_Available data_:
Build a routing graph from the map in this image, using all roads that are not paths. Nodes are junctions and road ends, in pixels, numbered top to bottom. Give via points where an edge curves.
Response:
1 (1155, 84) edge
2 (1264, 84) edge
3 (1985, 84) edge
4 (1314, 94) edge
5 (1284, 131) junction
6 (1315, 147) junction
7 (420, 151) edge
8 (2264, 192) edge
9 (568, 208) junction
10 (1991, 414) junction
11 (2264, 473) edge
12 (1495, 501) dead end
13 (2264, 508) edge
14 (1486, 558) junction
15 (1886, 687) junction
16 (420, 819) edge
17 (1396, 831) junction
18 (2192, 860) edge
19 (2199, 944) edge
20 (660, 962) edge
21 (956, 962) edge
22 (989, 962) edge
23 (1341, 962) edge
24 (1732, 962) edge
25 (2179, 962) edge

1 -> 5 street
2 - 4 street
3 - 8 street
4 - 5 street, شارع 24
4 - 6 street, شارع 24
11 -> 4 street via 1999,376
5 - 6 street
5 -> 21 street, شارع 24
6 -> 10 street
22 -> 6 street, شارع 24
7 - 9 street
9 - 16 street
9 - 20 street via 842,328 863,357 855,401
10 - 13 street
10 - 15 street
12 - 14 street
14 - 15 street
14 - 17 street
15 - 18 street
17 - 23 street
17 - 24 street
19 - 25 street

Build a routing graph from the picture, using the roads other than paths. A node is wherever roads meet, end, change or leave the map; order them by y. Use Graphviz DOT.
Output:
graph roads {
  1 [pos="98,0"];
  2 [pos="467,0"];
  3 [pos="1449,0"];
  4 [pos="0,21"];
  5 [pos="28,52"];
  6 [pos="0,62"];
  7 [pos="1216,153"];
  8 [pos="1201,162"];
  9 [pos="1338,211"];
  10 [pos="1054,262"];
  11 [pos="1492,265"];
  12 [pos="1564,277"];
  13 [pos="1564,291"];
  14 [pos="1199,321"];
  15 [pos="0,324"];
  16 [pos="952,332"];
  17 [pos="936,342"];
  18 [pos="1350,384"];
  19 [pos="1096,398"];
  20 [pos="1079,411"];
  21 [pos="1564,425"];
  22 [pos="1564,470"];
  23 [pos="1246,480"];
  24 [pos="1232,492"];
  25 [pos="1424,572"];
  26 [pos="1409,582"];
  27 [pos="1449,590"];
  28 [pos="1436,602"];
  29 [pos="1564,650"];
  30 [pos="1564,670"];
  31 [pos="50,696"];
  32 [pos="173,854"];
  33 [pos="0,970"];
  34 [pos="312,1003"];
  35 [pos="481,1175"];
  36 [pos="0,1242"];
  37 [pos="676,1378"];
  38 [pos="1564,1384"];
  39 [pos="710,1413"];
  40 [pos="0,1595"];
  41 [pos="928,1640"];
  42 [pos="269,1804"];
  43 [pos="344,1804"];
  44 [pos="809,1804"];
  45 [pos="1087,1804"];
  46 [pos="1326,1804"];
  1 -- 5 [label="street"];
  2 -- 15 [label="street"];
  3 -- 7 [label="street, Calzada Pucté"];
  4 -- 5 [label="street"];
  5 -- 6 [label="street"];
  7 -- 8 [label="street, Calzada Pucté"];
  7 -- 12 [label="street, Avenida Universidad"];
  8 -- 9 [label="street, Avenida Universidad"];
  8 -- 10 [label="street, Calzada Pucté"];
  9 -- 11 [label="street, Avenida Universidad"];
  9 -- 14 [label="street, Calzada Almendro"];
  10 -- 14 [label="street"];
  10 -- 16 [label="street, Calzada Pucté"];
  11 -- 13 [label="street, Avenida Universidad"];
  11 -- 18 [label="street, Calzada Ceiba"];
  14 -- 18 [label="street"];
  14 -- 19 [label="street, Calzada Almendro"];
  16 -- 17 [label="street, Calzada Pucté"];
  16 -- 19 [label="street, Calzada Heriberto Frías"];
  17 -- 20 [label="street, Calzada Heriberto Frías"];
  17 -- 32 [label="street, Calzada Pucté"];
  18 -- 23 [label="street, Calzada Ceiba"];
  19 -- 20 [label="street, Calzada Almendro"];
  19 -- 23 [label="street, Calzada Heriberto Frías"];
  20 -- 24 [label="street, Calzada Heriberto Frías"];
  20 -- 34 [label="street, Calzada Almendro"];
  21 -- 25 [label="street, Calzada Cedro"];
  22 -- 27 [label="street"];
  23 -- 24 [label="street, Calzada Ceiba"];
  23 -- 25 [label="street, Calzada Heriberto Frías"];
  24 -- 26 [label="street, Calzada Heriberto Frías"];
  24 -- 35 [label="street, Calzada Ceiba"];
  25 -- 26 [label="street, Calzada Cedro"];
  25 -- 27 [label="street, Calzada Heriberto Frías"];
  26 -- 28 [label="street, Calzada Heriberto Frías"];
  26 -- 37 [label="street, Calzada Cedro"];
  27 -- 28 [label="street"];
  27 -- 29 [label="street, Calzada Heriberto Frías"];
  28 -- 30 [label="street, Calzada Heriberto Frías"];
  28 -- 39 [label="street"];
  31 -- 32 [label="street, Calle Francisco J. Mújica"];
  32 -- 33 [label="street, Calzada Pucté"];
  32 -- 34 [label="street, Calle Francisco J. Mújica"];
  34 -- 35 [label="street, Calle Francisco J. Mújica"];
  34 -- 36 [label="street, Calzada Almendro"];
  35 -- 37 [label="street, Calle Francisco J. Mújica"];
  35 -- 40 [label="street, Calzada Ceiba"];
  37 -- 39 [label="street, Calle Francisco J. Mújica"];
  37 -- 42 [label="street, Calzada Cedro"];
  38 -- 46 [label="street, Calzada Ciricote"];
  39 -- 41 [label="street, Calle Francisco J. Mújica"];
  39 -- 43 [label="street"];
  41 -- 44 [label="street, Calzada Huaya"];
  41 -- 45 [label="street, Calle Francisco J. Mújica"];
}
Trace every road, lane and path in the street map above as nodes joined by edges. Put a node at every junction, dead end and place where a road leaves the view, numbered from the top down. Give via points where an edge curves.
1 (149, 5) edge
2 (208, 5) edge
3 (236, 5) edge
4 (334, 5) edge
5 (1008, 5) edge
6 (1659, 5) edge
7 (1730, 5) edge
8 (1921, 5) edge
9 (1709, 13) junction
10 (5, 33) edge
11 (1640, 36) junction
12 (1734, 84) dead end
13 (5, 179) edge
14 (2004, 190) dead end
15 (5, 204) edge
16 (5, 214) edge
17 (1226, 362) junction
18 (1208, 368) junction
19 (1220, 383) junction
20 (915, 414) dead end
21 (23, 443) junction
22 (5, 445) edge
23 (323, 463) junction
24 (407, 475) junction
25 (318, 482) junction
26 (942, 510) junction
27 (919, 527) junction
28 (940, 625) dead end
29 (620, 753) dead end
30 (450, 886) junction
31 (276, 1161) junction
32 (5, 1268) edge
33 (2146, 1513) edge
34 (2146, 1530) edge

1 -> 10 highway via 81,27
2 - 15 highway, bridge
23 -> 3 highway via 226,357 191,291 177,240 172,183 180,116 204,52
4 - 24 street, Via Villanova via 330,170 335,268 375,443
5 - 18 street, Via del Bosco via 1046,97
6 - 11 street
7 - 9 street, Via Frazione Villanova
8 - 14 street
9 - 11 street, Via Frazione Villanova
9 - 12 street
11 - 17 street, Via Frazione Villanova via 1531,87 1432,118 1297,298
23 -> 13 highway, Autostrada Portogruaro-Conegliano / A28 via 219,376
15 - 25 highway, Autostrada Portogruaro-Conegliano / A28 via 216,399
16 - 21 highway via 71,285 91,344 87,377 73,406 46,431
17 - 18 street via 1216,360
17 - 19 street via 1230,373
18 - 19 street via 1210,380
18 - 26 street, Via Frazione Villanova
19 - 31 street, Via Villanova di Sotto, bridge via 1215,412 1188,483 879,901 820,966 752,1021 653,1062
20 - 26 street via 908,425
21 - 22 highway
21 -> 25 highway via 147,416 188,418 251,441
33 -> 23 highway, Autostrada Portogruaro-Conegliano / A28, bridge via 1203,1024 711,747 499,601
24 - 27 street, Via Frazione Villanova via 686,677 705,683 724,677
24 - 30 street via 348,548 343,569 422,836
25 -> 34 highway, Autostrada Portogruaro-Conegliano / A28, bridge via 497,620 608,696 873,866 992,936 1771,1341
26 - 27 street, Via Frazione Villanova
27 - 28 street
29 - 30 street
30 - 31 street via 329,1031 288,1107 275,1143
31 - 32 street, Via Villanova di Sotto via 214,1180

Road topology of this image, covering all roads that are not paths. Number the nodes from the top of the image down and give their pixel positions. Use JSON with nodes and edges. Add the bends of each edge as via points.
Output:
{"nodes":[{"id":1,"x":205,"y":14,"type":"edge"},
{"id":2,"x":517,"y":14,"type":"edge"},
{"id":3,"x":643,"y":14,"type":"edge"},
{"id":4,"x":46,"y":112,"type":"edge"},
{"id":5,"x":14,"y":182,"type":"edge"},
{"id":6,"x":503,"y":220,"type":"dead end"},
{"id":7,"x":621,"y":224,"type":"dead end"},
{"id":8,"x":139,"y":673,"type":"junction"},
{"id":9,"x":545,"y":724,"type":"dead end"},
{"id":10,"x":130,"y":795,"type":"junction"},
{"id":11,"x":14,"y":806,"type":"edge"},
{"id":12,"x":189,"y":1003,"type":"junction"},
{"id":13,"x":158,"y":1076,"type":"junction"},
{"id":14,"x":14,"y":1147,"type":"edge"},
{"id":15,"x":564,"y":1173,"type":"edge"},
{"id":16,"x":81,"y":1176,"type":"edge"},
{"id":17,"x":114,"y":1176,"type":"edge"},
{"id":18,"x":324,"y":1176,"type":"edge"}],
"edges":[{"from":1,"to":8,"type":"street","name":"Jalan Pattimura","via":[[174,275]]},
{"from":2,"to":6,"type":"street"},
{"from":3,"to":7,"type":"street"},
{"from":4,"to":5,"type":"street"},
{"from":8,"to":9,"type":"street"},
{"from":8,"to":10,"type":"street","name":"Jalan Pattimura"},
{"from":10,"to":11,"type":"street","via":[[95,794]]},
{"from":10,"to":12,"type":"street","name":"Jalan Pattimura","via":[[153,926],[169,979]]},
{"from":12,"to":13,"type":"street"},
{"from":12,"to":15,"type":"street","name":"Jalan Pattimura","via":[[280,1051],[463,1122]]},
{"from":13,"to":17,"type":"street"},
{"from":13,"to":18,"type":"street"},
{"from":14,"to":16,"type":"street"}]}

_Exercise_: Copy out all lines of the material containing the word "that".

_Answer space_:
Build a routing graph from the map in this image, using all roads that are not paths. Nodes are junctions and road ends, in pixels, numbered top to bottom. Give via points where an edge curves.
Road topology of this image, covering all roads that are not paths. Number the nodes from the top of the image down and give their pixel positions. Use JSON with nodes and edges. Add the bends of each edge as via points.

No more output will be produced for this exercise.